YOUR GOAL ▸ Every entry that appears below is to be output exactly.

(Records from a dataset)

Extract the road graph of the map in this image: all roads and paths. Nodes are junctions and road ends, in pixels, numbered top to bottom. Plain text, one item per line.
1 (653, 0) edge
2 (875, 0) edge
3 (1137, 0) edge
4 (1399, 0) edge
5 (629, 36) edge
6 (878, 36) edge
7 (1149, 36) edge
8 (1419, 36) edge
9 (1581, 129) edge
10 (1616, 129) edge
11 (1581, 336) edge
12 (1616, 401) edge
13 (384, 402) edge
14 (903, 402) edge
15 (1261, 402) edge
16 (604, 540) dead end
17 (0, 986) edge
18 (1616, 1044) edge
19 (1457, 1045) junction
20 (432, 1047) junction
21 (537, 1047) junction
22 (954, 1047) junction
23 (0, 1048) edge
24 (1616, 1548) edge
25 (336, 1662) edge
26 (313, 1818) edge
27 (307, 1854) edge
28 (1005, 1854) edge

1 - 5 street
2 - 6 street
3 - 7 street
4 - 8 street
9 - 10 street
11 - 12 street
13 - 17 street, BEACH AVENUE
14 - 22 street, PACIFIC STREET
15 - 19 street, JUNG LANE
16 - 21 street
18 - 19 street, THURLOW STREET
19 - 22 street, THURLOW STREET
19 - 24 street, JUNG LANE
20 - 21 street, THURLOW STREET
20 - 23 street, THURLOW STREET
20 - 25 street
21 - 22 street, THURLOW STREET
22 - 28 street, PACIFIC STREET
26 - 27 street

REPLY ▸
Extract the road graph of the map in this image: all roads and paths. Nodes are junctions and road ends, in pixels, numbered top to bottom. Plain text, one item per line.
1 (653, 0) edge
2 (875, 0) edge
3 (1137, 0) edge
4 (1399, 0) edge
5 (629, 36) edge
6 (878, 36) edge
7 (1149, 36) edge
8 (1419, 36) edge
9 (1581, 129) edge
10 (1616, 129) edge
11 (1581, 336) edge
12 (1616, 401) edge
13 (384, 402) edge
14 (903, 402) edge
15 (1261, 402) edge
16 (604, 540) dead end
17 (0, 986) edge
18 (1616, 1044) edge
19 (1457, 1045) junction
20 (432, 1047) junction
21 (537, 1047) junction
22 (954, 1047) junction
23 (0, 1048) edge
24 (1616, 1548) edge
25 (336, 1662) edge
26 (313, 1818) edge
27 (307, 1854) edge
28 (1005, 1854) edge

1 - 5 street
2 - 6 street
3 - 7 street
4 - 8 street
9 - 10 street
11 - 12 street
13 - 17 street, BEACH AVENUE
14 - 22 street, PACIFIC STREET
15 - 19 street, JUNG LANE
16 - 21 street
18 - 19 street, THURLOW STREET
19 - 22 street, THURLOW STREET
19 - 24 street, JUNG LANE
20 - 21 street, THURLOW STREET
20 - 23 street, THURLOW STREET
20 - 25 street
21 - 22 street, THURLOW STREET
22 - 28 street, PACIFIC STREET
26 - 27 street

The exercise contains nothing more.